Substance Abuse Expert Dr. Drew Joins Forces with the Five Moms to Raise Awareness About OTC Cough Medicine Abuse Among Teens
Calls upon U.S. Congress to Join in this Fight to Stop Medicine Abuse
WASHINGTON, Oct. 20 /PRNewswire-USNewswire/ — Dr. Drew Pinsky, a nationally renowned drug abuse expert, and the Five Moms, five exceptional women dedicated to spreading the word about the dangers of cough medicine abuse, are speaking out to educate parents and congressional staff on Capitol Hill about the issue of over-the-counter (OTC) cough medicine abuse among teens and how to prevent it through education.
While OTC cough medicines containing dextromethorphan (DXM) are safe and effective when used as directed, they can be dangerous when abused in extreme amounts to get high. Dr. Drew and the Five Moms want parents of teens to know that the ABCs of preventing cough medicine abuse in their family are:
A - Recognize that Abuse of OTC cough medicine is an issue among teens. Parents may think, "not my teen," but one in 10 teens reports having abused OTC cough medicines to get high and 28 percent know someone who has tried it. B - Be aware of the warning signs. Some of the warning signs parents should look for include: -- Empty cough medicine boxes or bottles in the trash of your child's room or in your child's backpack -- Missing boxes or bottles of medication from the medicine cabinet -- Changes in friends, physical appearance, or sleeping or eating patterns -- Loss of interest in hobbies or favorite activities -- Hearing your child use certain slang terms related to DXM abuse, such as Dex, Skittling, Tussing, Robo-Tripping, Triple Cs, etc. C - Communicate - talk to your teen about the dangers of abuse. Kids who learn about the dangers of drug abuse from their parents are up to 50% less likely to are half as likely to abuse drugs. Parents can visit StopMedicineAbuse.org where they can access resources they need to talk about the issue.

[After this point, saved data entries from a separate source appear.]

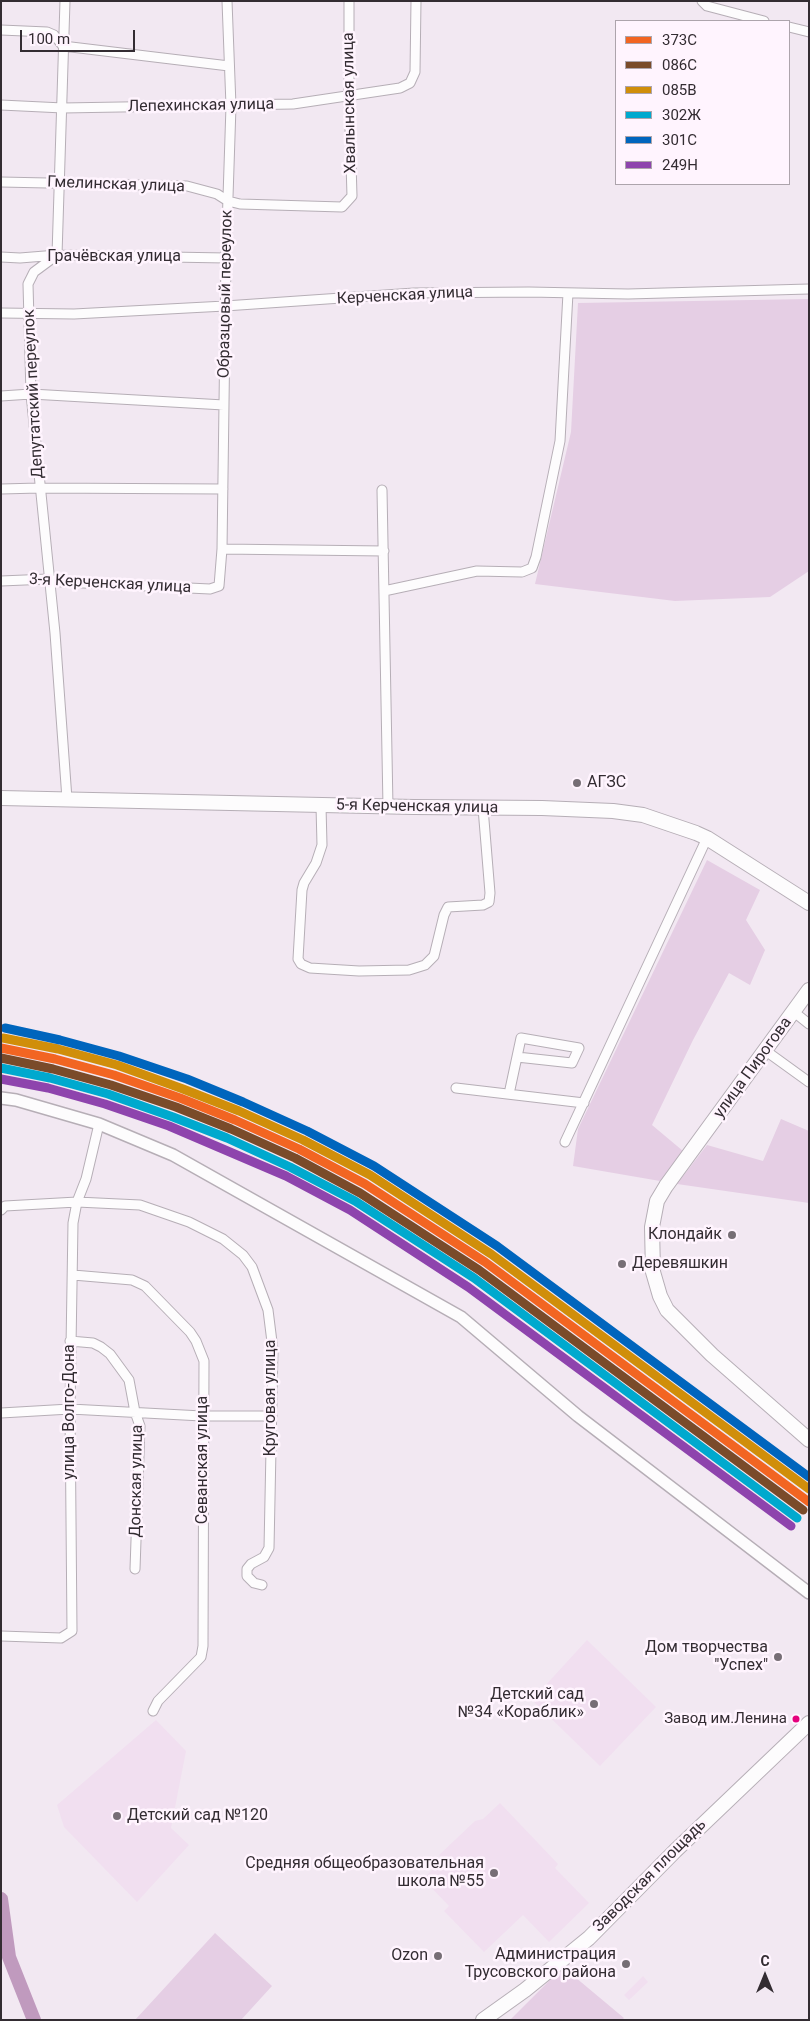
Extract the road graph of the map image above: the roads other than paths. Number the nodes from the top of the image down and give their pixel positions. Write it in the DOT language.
graph roads {
  1 [pos="65,1"];
  2 [pos="226,1"];
  3 [pos="349,1"];
  4 [pos="416,1"];
  5 [pos="700,2"];
  6 [pos="760,20"];
  7 [pos="790,27"];
  8 [pos="1,30"];
  9 [pos="809,32"];
  10 [pos="63,46"];
  11 [pos="229,66"];
  12 [pos="349,95"];
  13 [pos="1,106"];
  14 [pos="231,106"];
  15 [pos="63,108"];
  16 [pos="1,182"];
  17 [pos="59,182"];
  18 [pos="228,201"];
  19 [pos="346,204"];
  20 [pos="57,255"];
  21 [pos="1,258"];
  22 [pos="226,258"];
  23 [pos="809,289"];
  24 [pos="568,293"];
  25 [pos="225,306"];
  26 [pos="30,312"];
  27 [pos="1,313"];
  28 [pos="31,394"];
  29 [pos="1,396"];
  30 [pos="224,405"];
  31 [pos="39,488"];
  32 [pos="1,489"];
  33 [pos="223,489"];
  34 [pos="382,490"];
  35 [pos="222,549"];
  36 [pos="384,551"];
  37 [pos="48,579"];
  38 [pos="1,581"];
  39 [pos="219,586"];
  40 [pos="384,591"];
  41 [pos="1,798"];
  42 [pos="67,799"];
  43 [pos="321,806"];
  44 [pos="388,807"];
  45 [pos="483,808"];
  46 [pos="707,838"];
  47 [pos="809,904"];
  48 [pos="809,990"];
  49 [pos="794,1012"];
  50 [pos="809,1024"];
  51 [pos="766,1050"];
  52 [pos="517,1057"];
  53 [pos="809,1082"];
  54 [pos="456,1088"];
  55 [pos="509,1094"];
  56 [pos="1,1098"];
  57 [pos="584,1103"];
  58 [pos="100,1124"];
  59 [pos="565,1142"];
  60 [pos="77,1202"];
  61 [pos="1,1210"];
  62 [pos="73,1275"];
  63 [pos="70,1341"];
  64 [pos="70,1409"];
  65 [pos="135,1412"];
  66 [pos="1,1413"];
  67 [pos="202,1416"];
  68 [pos="272,1416"];
  69 [pos="809,1440"];
  70 [pos="135,1569"];
  71 [pos="262,1585"];
  72 [pos="809,1593"];
  73 [pos="1,1636"];
  74 [pos="152,1711"];
  75 [pos="809,1723"];
  76 [pos="483,2020"];
  1 -- 10 [label="street"];
  2 -- 11 [label="street, Образцовый переулок"];
  3 -- 12 [label="street, Хвалынская улица"];
  4 -- 12 [label="street, Лепехинская улица"];
  5 -- 6 [label="street"];
  7 -- 9 [label="street"];
  8 -- 10 [label="street"];
  10 -- 11 [label="street"];
  10 -- 15 [label="street"];
  11 -- 14 [label="street, Образцовый переулок"];
  12 -- 14 [label="street, Лепехинская улица"];
  12 -- 19 [label="street, Хвалынская улица"];
  13 -- 15 [label="street, Лепехинская улица"];
  14 -- 15 [label="street, Лепехинская улица"];
  14 -- 18 [label="street, Образцовый переулок"];
  15 -- 17 [label="street"];
  16 -- 17 [label="street, Гмелинская улица"];
  17 -- 18 [label="street, Гмелинская улица"];
  17 -- 20 [label="street"];
  18 -- 19 [label="street, Гмелинская улица"];
  18 -- 22 [label="street, Образцовый переулок"];
  20 -- 21 [label="street, Грачёвская улица"];
  20 -- 22 [label="street, Грачёвская улица"];
  20 -- 26 [label="street, Депутатский переулок"];
  22 -- 25 [label="street, Образцовый переулок"];
  23 -- 24 [label="street, Керченская улица"];
  24 -- 25 [label="street, Керченская улица"];
  24 -- 40 [label="street"];
  25 -- 26 [label="street, Керченская улица"];
  25 -- 30 [label="street, Образцовый переулок"];
  26 -- 27 [label="street, Керченская улица"];
  26 -- 28 [label="street, Депутатский переулок"];
  28 -- 29 [label="street"];
  28 -- 30 [label="street"];
  28 -- 31 [label="street, Депутатский переулок"];
  30 -- 33 [label="street, Образцовый переулок"];
  31 -- 32 [label="street"];
  31 -- 33 [label="street"];
  31 -- 37 [label="street, Депутатский переулок"];
  33 -- 35 [label="street, Образцовый переулок"];
  34 -- 36 [label="street"];
  35 -- 36 [label="street"];
  35 -- 39 [label="street, Образцовый переулок"];
  36 -- 40 [label="street"];
  37 -- 38 [label="street, 3-я Керченская улица"];
  37 -- 39 [label="street, 3-я Керченская улица"];
  37 -- 42 [label="street, Депутатский переулок"];
  40 -- 44 [label="street"];
  41 -- 42 [label="main road, 5-я Керченская улица"];
  42 -- 43 [label="main road, 5-я Керченская улица"];
  43 -- 44 [label="main road, 5-я Керченская улица"];
  43 -- 45 [label="street"];
  44 -- 45 [label="main road, 5-я Керченская улица"];
  45 -- 46 [label="main road, 5-я Керченская улица"];
  46 -- 47 [label="main road, 5-я Керченская улица"];
  46 -- 57 [label="street"];
  48 -- 49 [label="main road, улица Пирогова"];
  49 -- 50 [label="street"];
  49 -- 51 [label="main road, улица Пирогова"];
  51 -- 53 [label="street"];
  51 -- 69 [label="main road, улица Пирогова"];
  52 -- 52 [label="street"];
  52 -- 55 [label="street"];
  54 -- 55 [label="street"];
  55 -- 57 [label="street"];
  56 -- 58 [label="street"];
  57 -- 59 [label="street"];
  58 -- 60 [label="street, улица Волго-Дона"];
  58 -- 72 [label="street"];
  60 -- 61 [label="street, Круговая улица"];
  60 -- 62 [label="street, улица Волго-Дона"];
  60 -- 68 [label="street, Круговая улица"];
  62 -- 63 [label="street, улица Волго-Дона"];
  62 -- 67 [label="street, Севанская улица"];
  63 -- 64 [label="street, улица Волго-Дона"];
  63 -- 65 [label="street, Донская улица"];
  64 -- 65 [label="street"];
  64 -- 66 [label="street"];
  64 -- 73 [label="street, улица Волго-Дона"];
  65 -- 67 [label="street"];
  65 -- 70 [label="street, Донская улица"];
  67 -- 68 [label="street"];
  67 -- 74 [label="street, Севанская улица"];
  68 -- 71 [label="street, Круговая улица"];
  75 -- 76 [label="main road, Заводская площадь"];
}
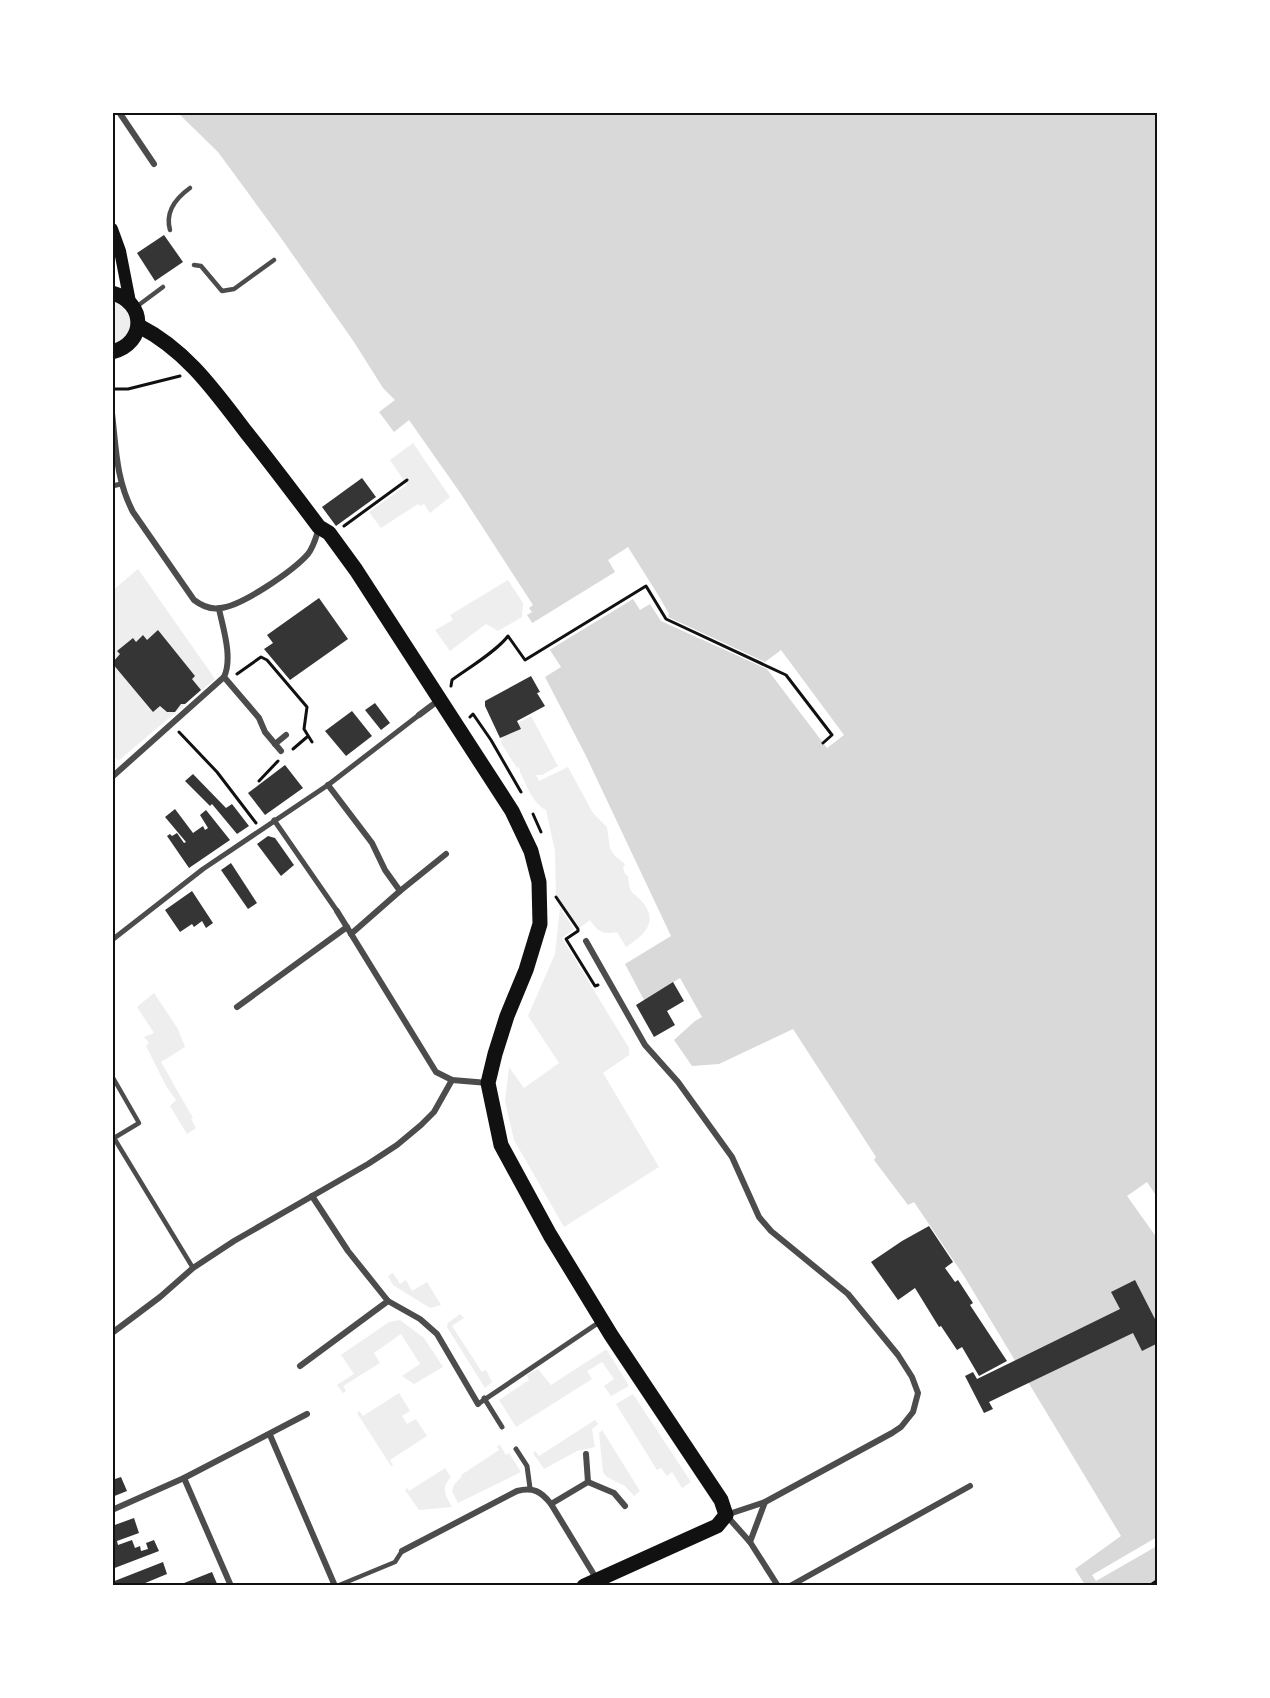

“Parents have far more power than they realize to keep their kids drug-free but our legislators also play a role in preventing this problem,” said Dr. Drew Pinsky, host of the popular radio show Loveline and the star of the VH1 hits “Celebrity Rehab with Dr. Drew” and “Sober House.” “In addition to raising awareness about the dangers of cough medicine abuse, the Five Moms and I are spending today on Capitol Hill to encourage our elected officials to pass key legislation that would prohibit the sale of the raw form of dextromethorphan online, prohibit the sale of OTC cough medicine to those under 18 years of age.”
In addition to supporting the efforts of Dr. Drew and the Five Moms, the leading makers of OTC cough medicines have included a new educational icon for parents on the packaging of OTC cough medicines. This icon serves as a mini public service announcement for parents by making them aware of the issue of cough medicine abuse among teens and pointing them to StopMedicineAbuse.org where they can access resources they need to talk to their teen.
“The makers of cough medicine are steadfast in their commitment to raise awareness about the dangers of cough medicine abuse,” said Linda A. Suydam, D.P.A., Consumer Healthcare Products Association (CHPA) president. “Medicines containing dextromethorphan have a 50-year history of being safe and effective when used correctly. But when abused in extreme excess, dextromethorphan can produce dangerous side effects, especially when combined with alcohol, illicit drugs, or certain prescription drugs. We encourage parents to visit StopMedicineAbuse.org to learn more about the issue and engage in conversations about the dangers of medicine abuse with their teens.”
StopMedicineAbuse.org was developed by the leading makers of OTC cough medicines to build awareness around the potential for this type of substance abuse behavior, provide tips to prevent it from happening, and encourage parents to safeguard their medicine cabinets.
CHPA is the 128-year-old-trade association representing U.S. manufacturers and distributors of over-the-counter medicines and nutritional supplements.